GIVEN ENTRIES:

╭──

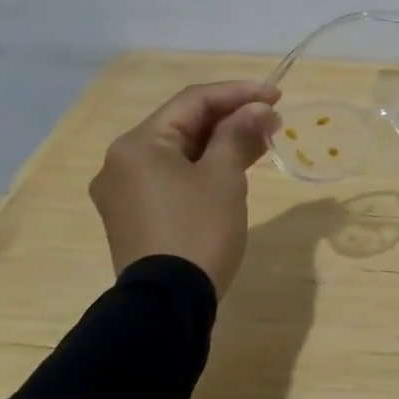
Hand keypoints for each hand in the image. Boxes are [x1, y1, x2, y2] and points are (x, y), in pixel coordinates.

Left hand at [89, 80, 280, 292]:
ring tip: (262, 140)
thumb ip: (239, 134)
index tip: (277, 96)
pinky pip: (172, 175)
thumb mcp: (224, 177)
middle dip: (231, 118)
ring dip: (220, 141)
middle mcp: (122, 161)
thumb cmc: (197, 230)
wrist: (167, 304)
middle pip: (183, 124)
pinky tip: (235, 166)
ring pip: (179, 151)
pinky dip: (204, 166)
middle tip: (272, 119)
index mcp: (138, 144)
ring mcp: (125, 190)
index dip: (238, 93)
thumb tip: (258, 109)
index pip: (193, 101)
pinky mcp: (135, 214)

╰──

WHAT IS EXPECTED:
Go through the records above and copy every line holding the word "thumb".

TASK RESPONSE:
thumb ip: (239, 134)
thumb mcp: (224, 177)
thumb cmc: (197, 230)
thumb tip: (258, 109)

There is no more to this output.